Saved data entries:
◇ ◇ ◇ ◇
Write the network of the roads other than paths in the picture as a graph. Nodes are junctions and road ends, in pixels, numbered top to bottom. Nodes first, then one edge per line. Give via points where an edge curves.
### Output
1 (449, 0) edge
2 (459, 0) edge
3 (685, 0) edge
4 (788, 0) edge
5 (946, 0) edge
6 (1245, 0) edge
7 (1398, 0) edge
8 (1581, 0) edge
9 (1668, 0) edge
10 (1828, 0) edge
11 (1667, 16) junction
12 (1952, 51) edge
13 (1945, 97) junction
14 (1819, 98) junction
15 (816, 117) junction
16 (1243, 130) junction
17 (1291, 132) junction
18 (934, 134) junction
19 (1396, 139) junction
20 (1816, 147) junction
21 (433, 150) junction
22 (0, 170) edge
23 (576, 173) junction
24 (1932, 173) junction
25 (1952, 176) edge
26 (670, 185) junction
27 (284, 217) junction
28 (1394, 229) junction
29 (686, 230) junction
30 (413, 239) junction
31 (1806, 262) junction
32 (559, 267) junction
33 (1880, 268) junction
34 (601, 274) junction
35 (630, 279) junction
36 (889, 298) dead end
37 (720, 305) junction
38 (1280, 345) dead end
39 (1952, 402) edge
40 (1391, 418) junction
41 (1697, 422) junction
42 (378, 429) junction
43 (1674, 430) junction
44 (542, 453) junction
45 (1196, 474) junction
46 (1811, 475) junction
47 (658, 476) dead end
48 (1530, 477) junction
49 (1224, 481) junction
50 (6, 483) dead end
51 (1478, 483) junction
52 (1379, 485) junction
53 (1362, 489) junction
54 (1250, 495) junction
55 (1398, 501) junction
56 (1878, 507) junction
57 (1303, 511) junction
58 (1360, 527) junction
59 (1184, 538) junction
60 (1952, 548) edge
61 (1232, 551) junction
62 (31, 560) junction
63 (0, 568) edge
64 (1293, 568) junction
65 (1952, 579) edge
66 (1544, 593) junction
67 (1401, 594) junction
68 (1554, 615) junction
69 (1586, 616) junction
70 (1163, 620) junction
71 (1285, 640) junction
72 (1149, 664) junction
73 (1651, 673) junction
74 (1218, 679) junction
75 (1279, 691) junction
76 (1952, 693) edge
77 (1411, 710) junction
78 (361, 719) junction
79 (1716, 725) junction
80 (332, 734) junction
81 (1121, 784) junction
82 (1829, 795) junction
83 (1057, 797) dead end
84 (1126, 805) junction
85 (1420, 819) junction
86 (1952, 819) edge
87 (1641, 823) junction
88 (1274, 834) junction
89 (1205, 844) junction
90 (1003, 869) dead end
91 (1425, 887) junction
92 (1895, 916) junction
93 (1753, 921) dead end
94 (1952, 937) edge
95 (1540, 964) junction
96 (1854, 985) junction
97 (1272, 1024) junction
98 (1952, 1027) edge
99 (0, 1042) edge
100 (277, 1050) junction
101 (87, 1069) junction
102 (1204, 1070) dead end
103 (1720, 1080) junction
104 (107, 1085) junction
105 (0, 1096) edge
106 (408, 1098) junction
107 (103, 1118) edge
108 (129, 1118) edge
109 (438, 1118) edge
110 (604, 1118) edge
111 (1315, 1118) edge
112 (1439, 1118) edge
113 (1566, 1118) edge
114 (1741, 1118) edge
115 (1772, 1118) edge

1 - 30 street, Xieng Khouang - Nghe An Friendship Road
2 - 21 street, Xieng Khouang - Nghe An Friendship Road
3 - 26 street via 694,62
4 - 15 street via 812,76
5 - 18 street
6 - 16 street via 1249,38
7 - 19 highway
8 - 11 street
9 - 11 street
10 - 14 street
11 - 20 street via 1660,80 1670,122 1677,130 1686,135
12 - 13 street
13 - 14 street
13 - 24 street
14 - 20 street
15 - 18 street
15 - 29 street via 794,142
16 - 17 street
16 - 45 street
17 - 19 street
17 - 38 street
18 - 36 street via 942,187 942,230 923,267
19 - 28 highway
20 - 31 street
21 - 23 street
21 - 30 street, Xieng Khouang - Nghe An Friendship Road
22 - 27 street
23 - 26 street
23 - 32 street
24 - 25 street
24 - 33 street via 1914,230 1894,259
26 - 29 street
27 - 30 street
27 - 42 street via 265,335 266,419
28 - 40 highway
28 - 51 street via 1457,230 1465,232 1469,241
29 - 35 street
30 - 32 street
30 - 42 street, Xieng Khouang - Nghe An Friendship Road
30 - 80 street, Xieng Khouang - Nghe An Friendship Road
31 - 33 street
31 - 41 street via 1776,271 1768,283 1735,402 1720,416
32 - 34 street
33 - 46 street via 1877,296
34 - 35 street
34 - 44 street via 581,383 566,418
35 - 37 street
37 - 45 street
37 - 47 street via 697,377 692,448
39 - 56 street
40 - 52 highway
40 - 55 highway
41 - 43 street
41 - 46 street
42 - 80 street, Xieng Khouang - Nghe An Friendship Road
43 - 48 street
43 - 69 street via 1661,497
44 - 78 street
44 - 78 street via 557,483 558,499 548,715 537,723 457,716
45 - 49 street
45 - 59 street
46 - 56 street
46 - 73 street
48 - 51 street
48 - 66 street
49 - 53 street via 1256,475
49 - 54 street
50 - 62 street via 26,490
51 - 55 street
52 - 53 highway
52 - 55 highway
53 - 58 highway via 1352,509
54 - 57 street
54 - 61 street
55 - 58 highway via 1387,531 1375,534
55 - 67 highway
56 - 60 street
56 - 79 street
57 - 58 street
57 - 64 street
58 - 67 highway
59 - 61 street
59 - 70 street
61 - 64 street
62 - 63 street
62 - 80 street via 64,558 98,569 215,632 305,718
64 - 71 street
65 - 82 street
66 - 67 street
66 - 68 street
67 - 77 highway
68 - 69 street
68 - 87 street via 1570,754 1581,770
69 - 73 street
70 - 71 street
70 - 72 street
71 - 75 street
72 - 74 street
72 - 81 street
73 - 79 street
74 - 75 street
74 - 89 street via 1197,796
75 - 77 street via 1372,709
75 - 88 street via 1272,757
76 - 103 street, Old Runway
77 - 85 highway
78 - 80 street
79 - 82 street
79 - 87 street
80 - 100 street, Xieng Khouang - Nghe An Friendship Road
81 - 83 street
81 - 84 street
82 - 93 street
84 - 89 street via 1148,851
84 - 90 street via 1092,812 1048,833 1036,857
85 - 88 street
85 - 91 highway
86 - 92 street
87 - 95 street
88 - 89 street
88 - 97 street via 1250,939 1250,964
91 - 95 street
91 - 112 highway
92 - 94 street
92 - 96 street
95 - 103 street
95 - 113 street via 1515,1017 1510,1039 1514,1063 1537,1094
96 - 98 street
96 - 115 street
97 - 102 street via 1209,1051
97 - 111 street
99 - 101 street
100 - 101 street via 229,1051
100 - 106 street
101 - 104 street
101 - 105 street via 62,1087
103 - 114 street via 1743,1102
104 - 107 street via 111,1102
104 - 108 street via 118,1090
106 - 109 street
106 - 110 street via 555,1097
◇ ◇ ◇ ◇
▸ **PROBLEM TO SOLVE**
Restate each entry exactly, skipping none.

▸ **PROBLEM SOLUTION**
Write the network of the roads other than paths in the picture as a graph. Nodes are junctions and road ends, in pixels, numbered top to bottom. Nodes first, then one edge per line. Give via points where an edge curves.
### Output
1 (449, 0) edge
2 (459, 0) edge
3 (685, 0) edge
4 (788, 0) edge
5 (946, 0) edge
6 (1245, 0) edge
7 (1398, 0) edge
8 (1581, 0) edge
9 (1668, 0) edge
10 (1828, 0) edge
11 (1667, 16) junction
12 (1952, 51) edge
13 (1945, 97) junction
14 (1819, 98) junction
15 (816, 117) junction
16 (1243, 130) junction
17 (1291, 132) junction
18 (934, 134) junction
19 (1396, 139) junction
20 (1816, 147) junction
21 (433, 150) junction
22 (0, 170) edge
23 (576, 173) junction
24 (1932, 173) junction
25 (1952, 176) edge
26 (670, 185) junction
27 (284, 217) junction
28 (1394, 229) junction
29 (686, 230) junction
30 (413, 239) junction
31 (1806, 262) junction
32 (559, 267) junction
33 (1880, 268) junction
34 (601, 274) junction
35 (630, 279) junction
36 (889, 298) dead end
37 (720, 305) junction
38 (1280, 345) dead end
39 (1952, 402) edge
40 (1391, 418) junction
41 (1697, 422) junction
42 (378, 429) junction
43 (1674, 430) junction
44 (542, 453) junction
45 (1196, 474) junction
46 (1811, 475) junction
47 (658, 476) dead end
48 (1530, 477) junction
49 (1224, 481) junction
50 (6, 483) dead end
51 (1478, 483) junction
52 (1379, 485) junction
53 (1362, 489) junction
54 (1250, 495) junction
55 (1398, 501) junction
56 (1878, 507) junction
57 (1303, 511) junction
58 (1360, 527) junction
59 (1184, 538) junction
60 (1952, 548) edge
61 (1232, 551) junction
62 (31, 560) junction
63 (0, 568) edge
64 (1293, 568) junction
65 (1952, 579) edge
66 (1544, 593) junction
67 (1401, 594) junction
68 (1554, 615) junction
69 (1586, 616) junction
70 (1163, 620) junction
71 (1285, 640) junction
72 (1149, 664) junction
73 (1651, 673) junction
74 (1218, 679) junction
75 (1279, 691) junction
76 (1952, 693) edge
77 (1411, 710) junction
78 (361, 719) junction
79 (1716, 725) junction
80 (332, 734) junction
81 (1121, 784) junction
82 (1829, 795) junction
83 (1057, 797) dead end
84 (1126, 805) junction
85 (1420, 819) junction
86 (1952, 819) edge
87 (1641, 823) junction
88 (1274, 834) junction
89 (1205, 844) junction
90 (1003, 869) dead end
91 (1425, 887) junction
92 (1895, 916) junction
93 (1753, 921) dead end
94 (1952, 937) edge
95 (1540, 964) junction
96 (1854, 985) junction
97 (1272, 1024) junction
98 (1952, 1027) edge
99 (0, 1042) edge
100 (277, 1050) junction
101 (87, 1069) junction
102 (1204, 1070) dead end
103 (1720, 1080) junction
104 (107, 1085) junction
105 (0, 1096) edge
106 (408, 1098) junction
107 (103, 1118) edge
108 (129, 1118) edge
109 (438, 1118) edge
110 (604, 1118) edge
111 (1315, 1118) edge
112 (1439, 1118) edge
113 (1566, 1118) edge
114 (1741, 1118) edge
115 (1772, 1118) edge

1 - 30 street, Xieng Khouang - Nghe An Friendship Road
2 - 21 street, Xieng Khouang - Nghe An Friendship Road
3 - 26 street via 694,62
4 - 15 street via 812,76
5 - 18 street
6 - 16 street via 1249,38
7 - 19 highway
8 - 11 street
9 - 11 street
10 - 14 street
11 - 20 street via 1660,80 1670,122 1677,130 1686,135
12 - 13 street
13 - 14 street
13 - 24 street
14 - 20 street
15 - 18 street
15 - 29 street via 794,142
16 - 17 street
16 - 45 street
17 - 19 street
17 - 38 street
18 - 36 street via 942,187 942,230 923,267
19 - 28 highway
20 - 31 street
21 - 23 street
21 - 30 street, Xieng Khouang - Nghe An Friendship Road
22 - 27 street
23 - 26 street
23 - 32 street
24 - 25 street
24 - 33 street via 1914,230 1894,259
26 - 29 street
27 - 30 street
27 - 42 street via 265,335 266,419
28 - 40 highway
28 - 51 street via 1457,230 1465,232 1469,241
29 - 35 street
30 - 32 street
30 - 42 street, Xieng Khouang - Nghe An Friendship Road
30 - 80 street, Xieng Khouang - Nghe An Friendship Road
31 - 33 street
31 - 41 street via 1776,271 1768,283 1735,402 1720,416
32 - 34 street
33 - 46 street via 1877,296
34 - 35 street
34 - 44 street via 581,383 566,418
35 - 37 street
37 - 45 street
37 - 47 street via 697,377 692,448
39 - 56 street
40 - 52 highway
40 - 55 highway
41 - 43 street
41 - 46 street
42 - 80 street, Xieng Khouang - Nghe An Friendship Road
43 - 48 street
43 - 69 street via 1661,497
44 - 78 street
44 - 78 street via 557,483 558,499 548,715 537,723 457,716
45 - 49 street
45 - 59 street
46 - 56 street
46 - 73 street
48 - 51 street
48 - 66 street
49 - 53 street via 1256,475
49 - 54 street
50 - 62 street via 26,490
51 - 55 street
52 - 53 highway
52 - 55 highway
53 - 58 highway via 1352,509
54 - 57 street
54 - 61 street
55 - 58 highway via 1387,531 1375,534
55 - 67 highway
56 - 60 street
56 - 79 street
57 - 58 street
57 - 64 street
58 - 67 highway
59 - 61 street
59 - 70 street
61 - 64 street
62 - 63 street
62 - 80 street via 64,558 98,569 215,632 305,718
64 - 71 street
65 - 82 street
66 - 67 street
66 - 68 street
67 - 77 highway
68 - 69 street
68 - 87 street via 1570,754 1581,770
69 - 73 street
70 - 71 street
70 - 72 street
71 - 75 street
72 - 74 street
72 - 81 street
73 - 79 street
74 - 75 street
74 - 89 street via 1197,796
75 - 77 street via 1372,709
75 - 88 street via 1272,757
76 - 103 street, Old Runway
77 - 85 highway
78 - 80 street
79 - 82 street
79 - 87 street
80 - 100 street, Xieng Khouang - Nghe An Friendship Road
81 - 83 street
81 - 84 street
82 - 93 street
84 - 89 street via 1148,851
84 - 90 street via 1092,812 1048,833 1036,857
85 - 88 street
85 - 91 highway
86 - 92 street
87 - 95 street
88 - 89 street
88 - 97 street via 1250,939 1250,964
91 - 95 street
91 - 112 highway
92 - 94 street
92 - 96 street
95 - 103 street
95 - 113 street via 1515,1017 1510,1039 1514,1063 1537,1094
96 - 98 street
96 - 115 street
97 - 102 street via 1209,1051
97 - 111 street
99 - 101 street
100 - 101 street via 229,1051
100 - 106 street
101 - 104 street
101 - 105 street via 62,1087
103 - 114 street via 1743,1102
104 - 107 street via 111,1102
104 - 108 street via 118,1090
106 - 109 street
106 - 110 street via 555,1097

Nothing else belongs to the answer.